Le constat est sévère. Selon le rapport de l’IGESR, « le recteur de région académique peine à prendre sa place entre l’administration centrale et les opérateurs dans le champ de l’enseignement supérieur » et cette situation est « exacerbée dans les régions où un recteur délégué à l’ESRI est présent. » Mais il est aussi radical ! Elle souligne que « la fonction de recteur délégué apparaît surdimensionnée et ne justifie pas ce titre. »  Bref inutile !

Que s’est-il passé ? Si je traduis les prudences sémantiques de l’Inspection générale, dans le cadre d’universités (réellement) autonomes les recteurs ne servent à rien, ou pas grand chose (Et pour l’éducation nationale, on se demande…). C’est d’ailleurs pour cela qu’aucun pays ne nous les envie ! Plus globalement, elle pointe la persistance d’une vision centralisatrice et verticale. Elle décrit très bien les interactions directes des opérateurs avec les collectivités, les organismes de recherche, et bien sûr le MESR et le SGPI etc.

Mais tutelle hiérarchique oblige, l’Inspection ne va pas cependant jusqu’à remettre en cause le modèle même à l’origine des blocages récurrents du système français. Elle reste dans le domaine du contrôle, l’évaluation du HCERES étant à peine mentionnée. Enfermé dans des logiques de structures et d’organisation, le rapport substitue aux recteurs une énième idée, celles de directions renforcées ou de délégués à l’enseignement sur le modèle des Drari… Et envisage un renforcement (sûrement populaire 🤭) des moyens des rectorats…

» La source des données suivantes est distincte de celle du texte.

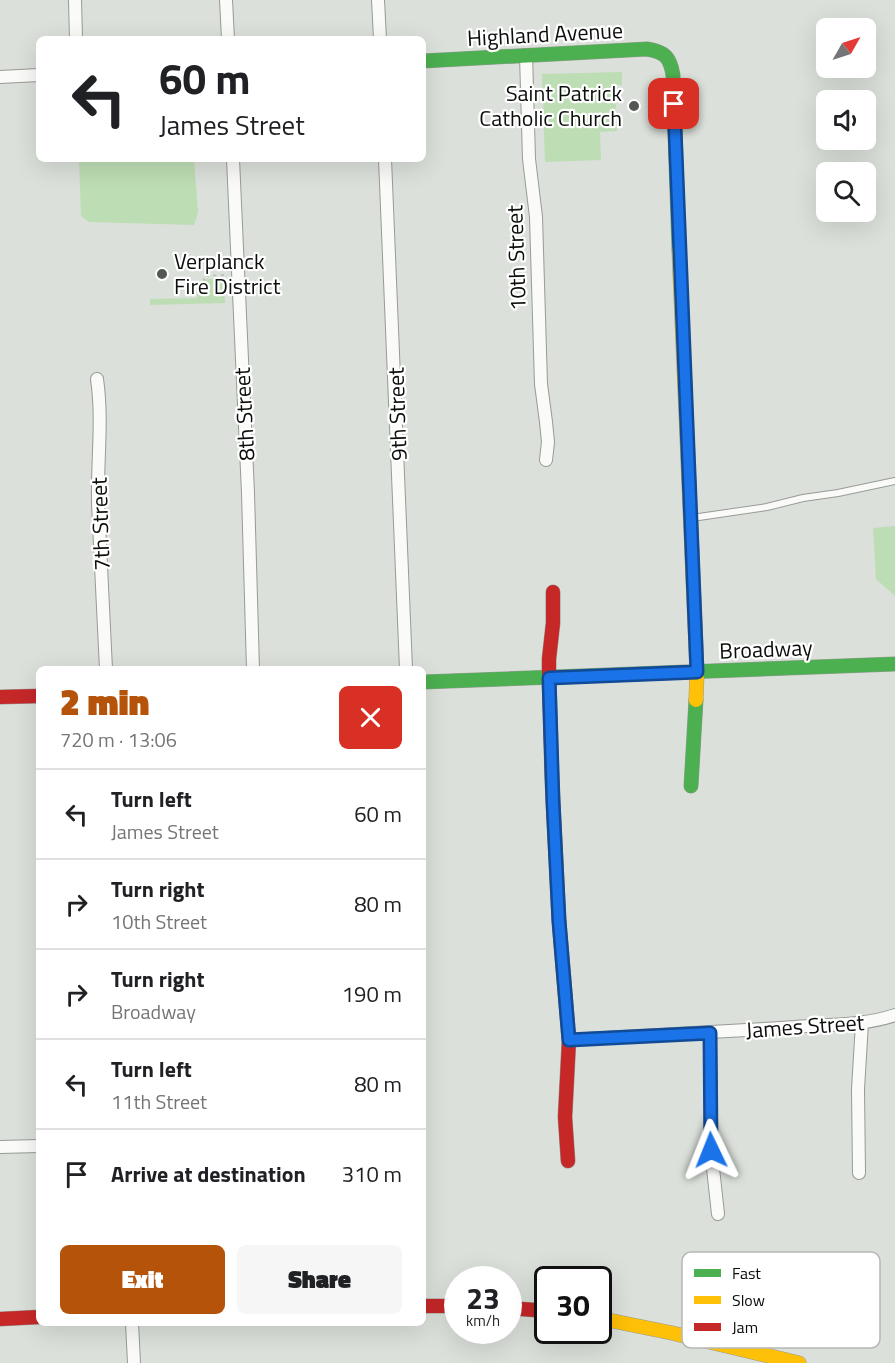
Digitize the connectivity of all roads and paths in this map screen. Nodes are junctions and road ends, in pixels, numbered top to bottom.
1 (75, 0) edge
2 (226, 0) edge
3 (378, 0) edge
4 (76, 36) edge
5 (228, 36) edge
6 (380, 36) edge
7 (526, 55) junction
8 (426, 61) edge
9 (36, 75) edge
10 (0, 77) edge
11 (233, 162) edge
12 (385, 162) edge
13 (238, 274) junction
14 (197, 283) dead end
15 (97, 379) dead end
16 (546, 460) dead end
17 (895, 481) edge
18 (690, 519) junction
19 (553, 592) dead end
20 (895, 664) edge
21 (106, 666) edge
22 (253, 666) edge
23 (406, 666) edge
24 (697, 672) junction
25 (549, 678) junction
26 (426, 682) edge
27 (36, 696) edge
28 (0, 697) edge
29 (691, 786) dead end
30 (895, 1015) edge
31 (862, 1023) junction
32 (710, 1033) junction
33 (569, 1040) junction
34 (36, 1146) edge
35 (0, 1147) edge
36 (568, 1161) dead end
37 (859, 1173) dead end
38 (718, 1214) dead end
39 (426, 1306) edge
40 (444, 1306) edge
41 (36, 1317) edge
42 (0, 1319) edge
43 (612, 1321) edge
44 (132, 1326) edge
45 (682, 1335) edge
46 (736, 1348) edge
47 (134, 1363) edge
48 (799, 1363) edge

1 - 4 street
2 - 5 street
3 - 6 street
7 - 8 street, Highland Avenue
7 - 16 street, 10th Street
7 - 18 street, Highland Avenue
9 - 10 street
11 - 13 street, 8th Street
12 - 23 street, 9th Street
13 - 14 path
13 - 22 street, 8th Street
15 - 21 street, 7th Street
17 - 18 lane
18 - 24 street
19 - 25 street
20 - 24 street, Broadway
24 - 25 street, Broadway
24 - 29 street
25 - 26 street, Broadway
25 - 33 street
27 - 28 street
30 - 31 street, James Street
31 - 32 street, James Street
31 - 37 street
32 - 33 street, James Street
32 - 38 street
33 - 36 street
34 - 35 street
39 - 40 street
41 - 42 street
43 - 45 street
44 - 47 street
46 - 48 street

Les constats du rapport laissent évidemment un sentiment d’accablement, tellement rien ne semble changer. On me rétorquera, à juste titre, que beaucoup d’universités, pas seulement les Idex/Isite, n’ont jamais considéré les recteurs, ESRI ou pas, comme leurs véritables interlocuteurs, excepté et dans des conditions très différentes et limitées en Île-de-France 1L’IGESR distingue à juste titre la fonction (ancienne) de vice-chancelier des universités en Île-de-France de celle des recteurs délégués.. Mais en l’occurrence, la question posée n’est pas de savoir si les personnes en fonction sont compétentes (bien que 😊) ni si leur travail est utile : toute organisation secrète ses justifications. La question posée est simple : est-il possible de faire plus efficace ? Et éventuellement moins cher 😉 ! Or derrière la création des recteurs délégués, il y a le MESR et une vision qui ne change décidément pas 2Il faut lire sur le sujet de l’administration centrale les observations du rapport !.

Alors redéroulons le fil de l’histoire.

Une situation évidente … dès 2018

Mes lectrices et lecteurs auront peut-être lu depuis 2018 mes analyses autour de cette question de la tutelle sur les universités. J’aurais préféré avoir tort…

En septembre 2018, je soulevais une première question à propos de l’évolution de leur recrutement : a-t-on encore besoin de recteurs/rices au-dessus des universités ?

J’y notais : « Le classement de l’EUA sur le degré d’autonomie des universités en Europe décerne un bonnet d’âne à la France. L’exception française du recteur censé contrôler les universités y est pour beaucoup, et symbolise la place de la tutelle. » J’ajoutais : « on parle de recteurs qui seraient des facilitateurs. Mais il y a déjà, en théorie, les conseillers d’établissement. » Et j’interrogeais : « peut-il y avoir deux autorités sur le territoire, dont l’une n’en est pas vraiment une tout en l’étant ! » L’IGESR répond clairement non…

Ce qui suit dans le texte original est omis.